PROBLEM DESCRIPTION »
Write the records out once more, exactly as they appear below.

======== DATA TO EXAMINE

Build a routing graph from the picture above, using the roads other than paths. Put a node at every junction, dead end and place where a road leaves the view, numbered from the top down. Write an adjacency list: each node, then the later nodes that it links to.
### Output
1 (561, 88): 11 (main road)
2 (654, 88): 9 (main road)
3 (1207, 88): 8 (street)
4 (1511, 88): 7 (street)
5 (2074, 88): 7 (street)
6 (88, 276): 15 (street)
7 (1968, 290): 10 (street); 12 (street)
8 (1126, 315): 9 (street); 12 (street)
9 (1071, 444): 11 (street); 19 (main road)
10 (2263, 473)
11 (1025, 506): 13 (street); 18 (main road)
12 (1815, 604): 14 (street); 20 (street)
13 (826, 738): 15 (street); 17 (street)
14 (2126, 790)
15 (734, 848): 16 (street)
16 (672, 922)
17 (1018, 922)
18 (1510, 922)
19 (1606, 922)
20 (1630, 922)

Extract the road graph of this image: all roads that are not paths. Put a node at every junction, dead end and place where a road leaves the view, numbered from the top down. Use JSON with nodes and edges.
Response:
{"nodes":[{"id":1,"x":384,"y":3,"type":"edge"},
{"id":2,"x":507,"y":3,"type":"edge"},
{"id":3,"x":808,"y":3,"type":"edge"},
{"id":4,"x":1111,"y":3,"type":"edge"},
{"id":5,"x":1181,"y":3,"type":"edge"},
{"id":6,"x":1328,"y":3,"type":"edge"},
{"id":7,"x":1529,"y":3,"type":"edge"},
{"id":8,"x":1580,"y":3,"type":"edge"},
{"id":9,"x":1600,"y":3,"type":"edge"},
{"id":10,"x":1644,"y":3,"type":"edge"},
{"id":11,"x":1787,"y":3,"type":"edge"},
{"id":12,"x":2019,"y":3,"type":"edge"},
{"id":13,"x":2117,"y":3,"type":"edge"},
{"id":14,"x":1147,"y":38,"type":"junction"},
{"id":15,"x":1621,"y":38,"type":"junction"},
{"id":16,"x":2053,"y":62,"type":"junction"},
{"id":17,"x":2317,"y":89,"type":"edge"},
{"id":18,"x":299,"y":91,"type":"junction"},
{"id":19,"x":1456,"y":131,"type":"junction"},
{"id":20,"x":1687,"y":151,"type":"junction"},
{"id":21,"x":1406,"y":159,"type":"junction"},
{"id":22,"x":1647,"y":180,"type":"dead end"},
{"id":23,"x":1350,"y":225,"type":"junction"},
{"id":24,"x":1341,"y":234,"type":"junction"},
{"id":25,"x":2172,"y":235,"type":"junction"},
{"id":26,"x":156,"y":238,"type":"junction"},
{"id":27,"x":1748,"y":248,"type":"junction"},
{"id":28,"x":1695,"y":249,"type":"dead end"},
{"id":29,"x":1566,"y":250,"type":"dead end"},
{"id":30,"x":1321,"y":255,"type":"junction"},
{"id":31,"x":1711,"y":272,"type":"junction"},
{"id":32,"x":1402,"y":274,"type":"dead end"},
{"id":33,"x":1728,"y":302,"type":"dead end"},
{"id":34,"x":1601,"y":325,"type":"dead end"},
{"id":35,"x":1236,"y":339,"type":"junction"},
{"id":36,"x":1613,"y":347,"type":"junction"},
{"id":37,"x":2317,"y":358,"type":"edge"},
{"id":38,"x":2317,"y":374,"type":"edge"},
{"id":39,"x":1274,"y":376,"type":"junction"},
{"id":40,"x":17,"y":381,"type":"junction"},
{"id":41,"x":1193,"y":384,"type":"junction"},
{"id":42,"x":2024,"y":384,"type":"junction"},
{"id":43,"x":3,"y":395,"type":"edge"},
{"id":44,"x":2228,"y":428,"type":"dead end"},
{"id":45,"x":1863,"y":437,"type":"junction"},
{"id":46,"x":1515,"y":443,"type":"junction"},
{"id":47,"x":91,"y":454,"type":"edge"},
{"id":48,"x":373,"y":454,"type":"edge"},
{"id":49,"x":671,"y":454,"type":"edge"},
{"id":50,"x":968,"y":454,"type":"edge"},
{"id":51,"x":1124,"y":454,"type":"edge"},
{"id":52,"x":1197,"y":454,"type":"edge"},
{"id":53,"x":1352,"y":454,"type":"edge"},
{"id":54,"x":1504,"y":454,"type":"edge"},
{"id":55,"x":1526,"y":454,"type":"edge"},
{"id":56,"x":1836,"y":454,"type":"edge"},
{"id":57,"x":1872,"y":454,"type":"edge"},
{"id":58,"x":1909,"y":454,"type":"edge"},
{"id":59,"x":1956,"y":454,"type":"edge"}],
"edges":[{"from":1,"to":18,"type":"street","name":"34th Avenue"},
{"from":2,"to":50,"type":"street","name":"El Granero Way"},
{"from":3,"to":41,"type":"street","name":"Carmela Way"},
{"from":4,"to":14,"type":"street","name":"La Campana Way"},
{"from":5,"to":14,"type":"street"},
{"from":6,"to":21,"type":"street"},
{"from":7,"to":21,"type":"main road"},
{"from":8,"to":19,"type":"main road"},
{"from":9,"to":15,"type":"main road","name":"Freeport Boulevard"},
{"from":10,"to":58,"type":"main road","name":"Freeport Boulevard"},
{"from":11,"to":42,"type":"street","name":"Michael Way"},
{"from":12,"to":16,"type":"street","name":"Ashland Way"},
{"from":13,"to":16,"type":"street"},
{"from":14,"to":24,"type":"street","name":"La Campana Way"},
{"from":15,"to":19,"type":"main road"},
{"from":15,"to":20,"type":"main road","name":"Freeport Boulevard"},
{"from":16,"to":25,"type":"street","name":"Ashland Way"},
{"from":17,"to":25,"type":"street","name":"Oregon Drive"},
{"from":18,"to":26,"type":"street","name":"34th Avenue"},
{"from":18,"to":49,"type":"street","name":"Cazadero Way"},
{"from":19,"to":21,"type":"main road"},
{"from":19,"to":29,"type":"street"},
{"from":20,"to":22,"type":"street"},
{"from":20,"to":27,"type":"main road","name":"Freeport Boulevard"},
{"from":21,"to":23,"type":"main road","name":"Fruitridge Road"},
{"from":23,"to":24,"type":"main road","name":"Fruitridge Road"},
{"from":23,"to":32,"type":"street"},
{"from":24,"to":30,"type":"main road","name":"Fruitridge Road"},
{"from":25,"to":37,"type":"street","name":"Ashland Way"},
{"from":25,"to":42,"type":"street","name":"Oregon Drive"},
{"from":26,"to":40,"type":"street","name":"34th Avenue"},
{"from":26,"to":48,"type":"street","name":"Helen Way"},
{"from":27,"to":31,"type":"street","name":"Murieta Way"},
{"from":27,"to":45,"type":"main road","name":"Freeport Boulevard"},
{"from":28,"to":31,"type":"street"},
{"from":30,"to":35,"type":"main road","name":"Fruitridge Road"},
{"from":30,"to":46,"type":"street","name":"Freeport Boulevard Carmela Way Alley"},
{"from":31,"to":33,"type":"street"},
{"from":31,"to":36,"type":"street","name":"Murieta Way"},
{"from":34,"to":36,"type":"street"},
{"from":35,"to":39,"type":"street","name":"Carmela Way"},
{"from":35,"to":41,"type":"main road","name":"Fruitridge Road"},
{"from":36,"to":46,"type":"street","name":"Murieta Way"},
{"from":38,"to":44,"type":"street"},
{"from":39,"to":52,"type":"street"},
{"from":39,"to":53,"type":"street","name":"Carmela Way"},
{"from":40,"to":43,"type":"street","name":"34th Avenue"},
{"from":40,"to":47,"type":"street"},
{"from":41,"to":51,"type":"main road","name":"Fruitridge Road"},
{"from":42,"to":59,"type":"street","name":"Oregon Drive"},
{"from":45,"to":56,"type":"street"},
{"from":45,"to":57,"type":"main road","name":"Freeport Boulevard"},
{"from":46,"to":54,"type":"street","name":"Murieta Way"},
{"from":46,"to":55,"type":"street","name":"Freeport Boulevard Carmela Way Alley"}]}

================

SOLUTION TO THE EXERCISE »
Build a routing graph from the picture above, using the roads other than paths. Put a node at every junction, dead end and place where a road leaves the view, numbered from the top down. Write an adjacency list: each node, then the later nodes that it links to.
### Output
1 (561, 88): 11 (main road)
2 (654, 88): 9 (main road)
3 (1207, 88): 8 (street)
4 (1511, 88): 7 (street)
5 (2074, 88): 7 (street)
6 (88, 276): 15 (street)
7 (1968, 290): 10 (street); 12 (street)
8 (1126, 315): 9 (street); 12 (street)
9 (1071, 444): 11 (street); 19 (main road)
10 (2263, 473)
11 (1025, 506): 13 (street); 18 (main road)
12 (1815, 604): 14 (street); 20 (street)
13 (826, 738): 15 (street); 17 (street)
14 (2126, 790)
15 (734, 848): 16 (street)
16 (672, 922)
17 (1018, 922)
18 (1510, 922)
19 (1606, 922)
20 (1630, 922)

Extract the road graph of this image: all roads that are not paths. Put a node at every junction, dead end and place where a road leaves the view, numbered from the top down. Use JSON with nodes and edges.
Response:
{"nodes":[{"id":1,"x":384,"y":3,"type":"edge"},
{"id":2,"x":507,"y":3,"type":"edge"},
{"id":3,"x":808,"y":3,"type":"edge"},
{"id":4,"x":1111,"y":3,"type":"edge"},
{"id":5,"x":1181,"y":3,"type":"edge"},
{"id":6,"x":1328,"y":3,"type":"edge"},
{"id":7,"x":1529,"y":3,"type":"edge"},
{"id":8,"x":1580,"y":3,"type":"edge"},
{"id":9,"x":1600,"y":3,"type":"edge"},
{"id":10,"x":1644,"y":3,"type":"edge"},
{"id":11,"x":1787,"y":3,"type":"edge"},
{"id":12,"x":2019,"y":3,"type":"edge"},
{"id":13,"x":2117,"y":3,"type":"edge"},
{"id":14,"x":1147,"y":38,"type":"junction"},
{"id":15,"x":1621,"y":38,"type":"junction"},
{"id":16,"x":2053,"y":62,"type":"junction"},
{"id":17,"x":2317,"y":89,"type":"edge"},
{"id":18,"x":299,"y":91,"type":"junction"},
{"id":19,"x":1456,"y":131,"type":"junction"},
{"id":20,"x":1687,"y":151,"type":"junction"},
{"id":21,"x":1406,"y":159,"type":"junction"},
{"id":22,"x":1647,"y":180,"type":"dead end"},
{"id":23,"x":1350,"y":225,"type":"junction"},
{"id":24,"x":1341,"y":234,"type":"junction"},
{"id":25,"x":2172,"y":235,"type":"junction"},
{"id":26,"x":156,"y":238,"type":"junction"},
{"id":27,"x":1748,"y":248,"type":"junction"},
{"id":28,"x":1695,"y":249,"type":"dead end"},
{"id":29,"x":1566,"y":250,"type":"dead end"},
{"id":30,"x":1321,"y":255,"type":"junction"},
{"id":31,"x":1711,"y":272,"type":"junction"},
{"id":32,"x":1402,"y":274,"type":"dead end"},
{"id":33,"x":1728,"y":302,"type":"dead end"},
{"id":34,"x":1601,"y":325,"type":"dead end"},
{"id":35,"x":1236,"y":339,"type":"junction"},
{"id":36,"x":1613,"y":347,"type":"junction"},
{"id":37,"x":2317,"y":358,"type":"edge"},
{"id":38,"x":2317,"y":374,"type":"edge"},
{"id":39,"x":1274,"y":376,"type":"junction"},
{"id":40,"x":17,"y":381,"type":"junction"},
{"id":41,"x":1193,"y":384,"type":"junction"},
{"id":42,"x":2024,"y":384,"type":"junction"},
{"id":43,"x":3,"y":395,"type":"edge"},
{"id":44,"x":2228,"y":428,"type":"dead end"},
{"id":45,"x":1863,"y":437,"type":"junction"},
{"id":46,"x":1515,"y":443,"type":"junction"},
{"id":47,"x":91,"y":454,"type":"edge"},
{"id":48,"x":373,"y":454,"type":"edge"},
{"id":49,"x":671,"y":454,"type":"edge"},
{"id":50,"x":968,"y":454,"type":"edge"},
{"id":51,"x":1124,"y":454,"type":"edge"},
{"id":52,"x":1197,"y":454,"type":"edge"},
{"id":53,"x":1352,"y":454,"type":"edge"},
{"id":54,"x":1504,"y":454,"type":"edge"},
{"id":55,"x":1526,"y":454,"type":"edge"},
{"id":56,"x":1836,"y":454,"type":"edge"},
{"id":57,"x":1872,"y":454,"type":"edge"},
{"id":58,"x":1909,"y":454,"type":"edge"},
{"id":59,"x":1956,"y":454,"type":"edge"}],
"edges":[{"from":1,"to":18,"type":"street","name":"34th Avenue"},
{"from":2,"to":50,"type":"street","name":"El Granero Way"},
{"from":3,"to":41,"type":"street","name":"Carmela Way"},
{"from":4,"to":14,"type":"street","name":"La Campana Way"},
{"from":5,"to":14,"type":"street"},
{"from":6,"to":21,"type":"street"},
{"from":7,"to":21,"type":"main road"},
{"from":8,"to":19,"type":"main road"},
{"from":9,"to":15,"type":"main road","name":"Freeport Boulevard"},
{"from":10,"to":58,"type":"main road","name":"Freeport Boulevard"},
{"from":11,"to":42,"type":"street","name":"Michael Way"},
{"from":12,"to":16,"type":"street","name":"Ashland Way"},
{"from":13,"to":16,"type":"street"},
{"from":14,"to":24,"type":"street","name":"La Campana Way"},
{"from":15,"to":19,"type":"main road"},
{"from":15,"to":20,"type":"main road","name":"Freeport Boulevard"},
{"from":16,"to":25,"type":"street","name":"Ashland Way"},
{"from":17,"to":25,"type":"street","name":"Oregon Drive"},
{"from":18,"to":26,"type":"street","name":"34th Avenue"},
{"from":18,"to":49,"type":"street","name":"Cazadero Way"},
{"from":19,"to":21,"type":"main road"},
{"from":19,"to":29,"type":"street"},
{"from":20,"to":22,"type":"street"},
{"from":20,"to":27,"type":"main road","name":"Freeport Boulevard"},
{"from":21,"to":23,"type":"main road","name":"Fruitridge Road"},
{"from":23,"to":24,"type":"main road","name":"Fruitridge Road"},
{"from":23,"to":32,"type":"street"},
{"from":24,"to":30,"type":"main road","name":"Fruitridge Road"},
{"from":25,"to":37,"type":"street","name":"Ashland Way"},
{"from":25,"to":42,"type":"street","name":"Oregon Drive"},
{"from":26,"to":40,"type":"street","name":"34th Avenue"},
{"from":26,"to":48,"type":"street","name":"Helen Way"},
{"from":27,"to":31,"type":"street","name":"Murieta Way"},
{"from":27,"to":45,"type":"main road","name":"Freeport Boulevard"},
{"from":28,"to":31,"type":"street"},
{"from":30,"to":35,"type":"main road","name":"Fruitridge Road"},
{"from":30,"to":46,"type":"street","name":"Freeport Boulevard Carmela Way Alley"},
{"from":31,"to":33,"type":"street"},
{"from":31,"to":36,"type":"street","name":"Murieta Way"},
{"from":34,"to":36,"type":"street"},
{"from":35,"to":39,"type":"street","name":"Carmela Way"},
{"from":35,"to":41,"type":"main road","name":"Fruitridge Road"},
{"from":36,"to":46,"type":"street","name":"Murieta Way"},
{"from":38,"to":44,"type":"street"},
{"from":39,"to":52,"type":"street"},
{"from":39,"to":53,"type":"street","name":"Carmela Way"},
{"from":40,"to":43,"type":"street","name":"34th Avenue"},
{"from":40,"to":47,"type":"street"},
{"from":41,"to":51,"type":"main road","name":"Fruitridge Road"},
{"from":42,"to":59,"type":"street","name":"Oregon Drive"},
{"from":45,"to":56,"type":"street"},
{"from":45,"to":57,"type":"main road","name":"Freeport Boulevard"},
{"from":46,"to":54,"type":"street","name":"Murieta Way"},
{"from":46,"to":55,"type":"street","name":"Freeport Boulevard Carmela Way Alley"}]}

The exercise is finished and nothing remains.